Mother Teresa, now Saint Teresa of Calcutta, received the Nobel Peace Prize and is still one of the most admired beings on earth. As a Catholic, I had deep admiration for this tiny yet powerful woman who had founded the Missionaries of Charity, a congregation of more than 4,500 nuns working primarily in India but also in more than 100 other countries, giving “wholehearted free service to the poorest of the poor.
My work with The Hunger Project had taken me to India several times, beginning in 1983, but it was not until 1991 that my long dream of being with Mother Teresa came true. A friend arranged a meeting at the orphanage in Old Delhi. As I stepped to the door, I reached down to pick up what I thought was a discarded newspaper and was shocked to find that it held a small newborn baby girl, the tiniest human being I had ever seen. I carried the precious being into the orphanage and handed her to one of the nuns. The nuns immediately put me to work washing, feeding, and caring for the 50 or so children under two. Enthralled with this blessed work, I lost track of time until someone told me, “Mother Teresa will see you now.”
Smiling and radiant, Mother Teresa grasped my head in her gnarly hands and led me to a table and chairs to talk. Through tears I could not seem to stop from flowing, I told her of my commitment to the work of ending world hunger. She knew of my fundraising focus and acknowledged me warmly for the courage it took. She called herself “God’s pencil” and bestowed that description on me as well. In the huge presence of this tiny person, I felt an unconditional love and connectedness to the universe that had me vibrating—until our intimate conversation was interrupted by the noisy appearance of two very large, very opulently dressed Indians.
Apparently, this couple, covered in gold and jewels, had been there previously and crashed into our conversation because, as the woman interrupted, “We didn’t get a picture. We need to have a picture!” Without any greeting to either of us, the woman abruptly handed me her camera and then positioned Mother Teresa between them. She rudely grabbed her chin to force her to look up at her. Shocked and horrified, I took the pictures, and the couple left without so much as a thank-you. While I seethed in anger at the intrusion, Mother Teresa carried on with me as if nothing had happened—though I could barely hear her through my upset. We parted, embracing each other, and I cried. Departing, I got in my taxi still fully enraged.
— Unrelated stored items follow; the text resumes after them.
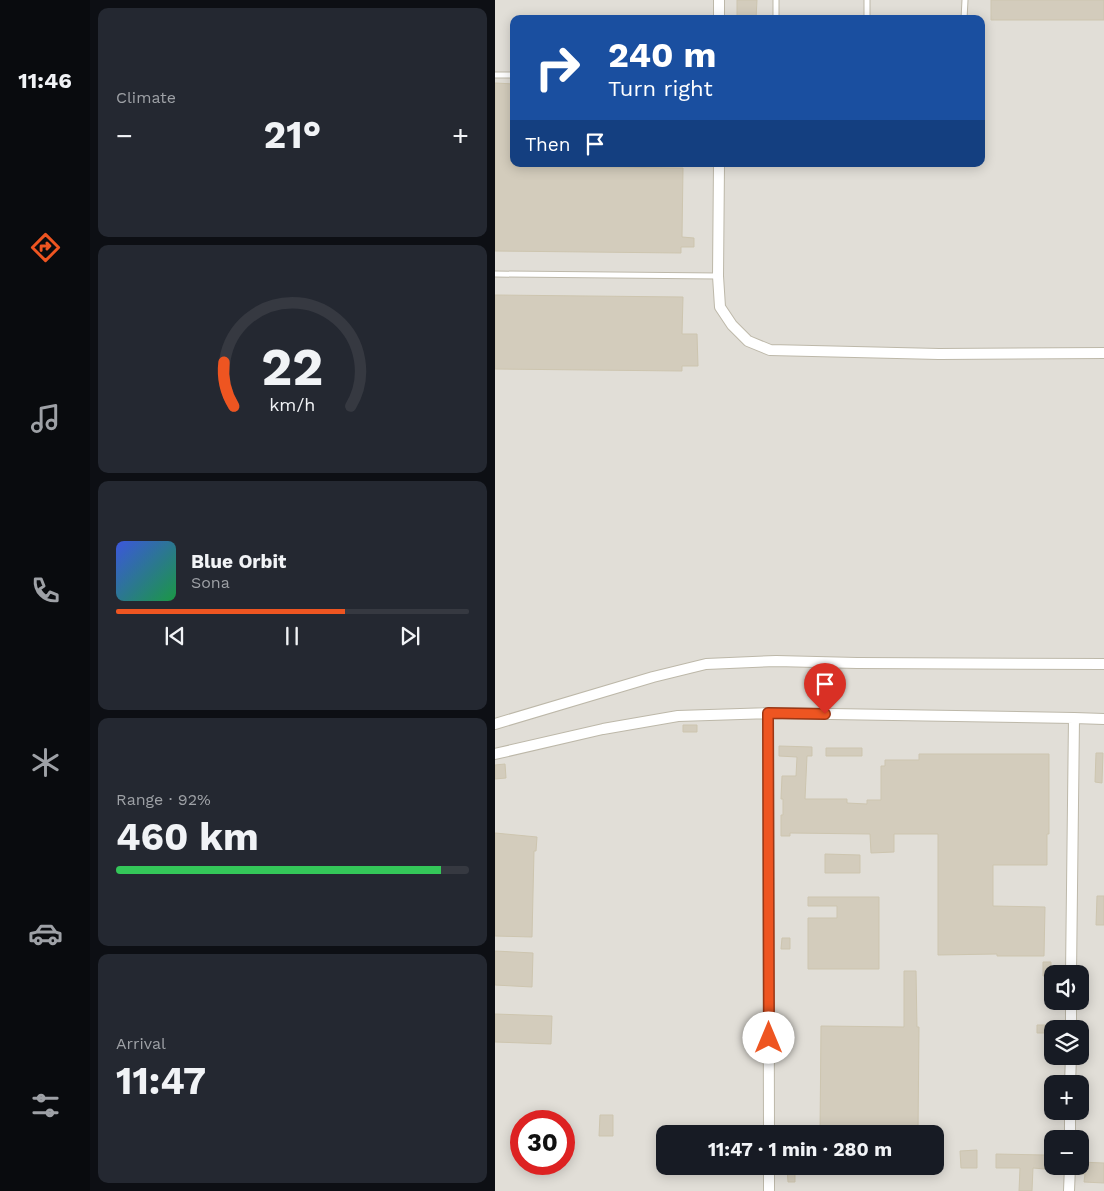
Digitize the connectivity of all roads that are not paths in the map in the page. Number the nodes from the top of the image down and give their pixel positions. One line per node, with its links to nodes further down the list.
1 (719, 0): 5 (street)
2 (776, 0): 6 (lane)
3 (867, 0): 7 (lane)
4 (965, 0): 8 (lane)
5 (719, 15)
6 (776, 15)
7 (867, 15)
8 (964, 15)
9 (495, 75): 10 (lane)
10 (510, 75)
11 (719, 167): 13 (street)
12 (495, 274): 13 (lane)
13 (718, 276): 14 (street)
14 (1104, 352)
15 (1104, 664): 19 (street)
16 (768, 713): 17 (street); 20 (street); 22 (street)
17 (1073, 718): 18 (street); 21 (street)
18 (1104, 719)
19 (495, 724)
20 (495, 754)
21 (1071, 965)
22 (769, 1125)
23 (769, 1175): 25 (street)
24 (1070, 1175): 26 (street)
25 (769, 1191)
26 (1069, 1191)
Over the next several hours I had a searing revelation about what had just happened. In the presence of one of the most inspiring human beings on the planet, I had been reduced to hatred and prejudice. While Mother Teresa could see this couple as children of God, deserving of the same kind of love and respect that she gave to the orphans in her care, I had judged them as rude, overbearing, and ugly, unworthy of inclusion in my circle of love. When I realized that I had to confront my own prejudice and lack of compassion, I felt great shame, and I wrote Mother Teresa asking for both her forgiveness and her counsel.
She responded a few weeks later in a handwritten letter admonishing me that while I felt it easy to feel compassion for people living in circumstances of hunger and poverty, I had not yet embraced the entitled, the wealthy, and the powerful— people who actually needed compassion as much as anyone on earth. She could see Christ in everyone, and I could not. “You must expand your circle of compassion to include the rich and powerful. Open your heart to them. . . . Do not shut them out. They are also your work.”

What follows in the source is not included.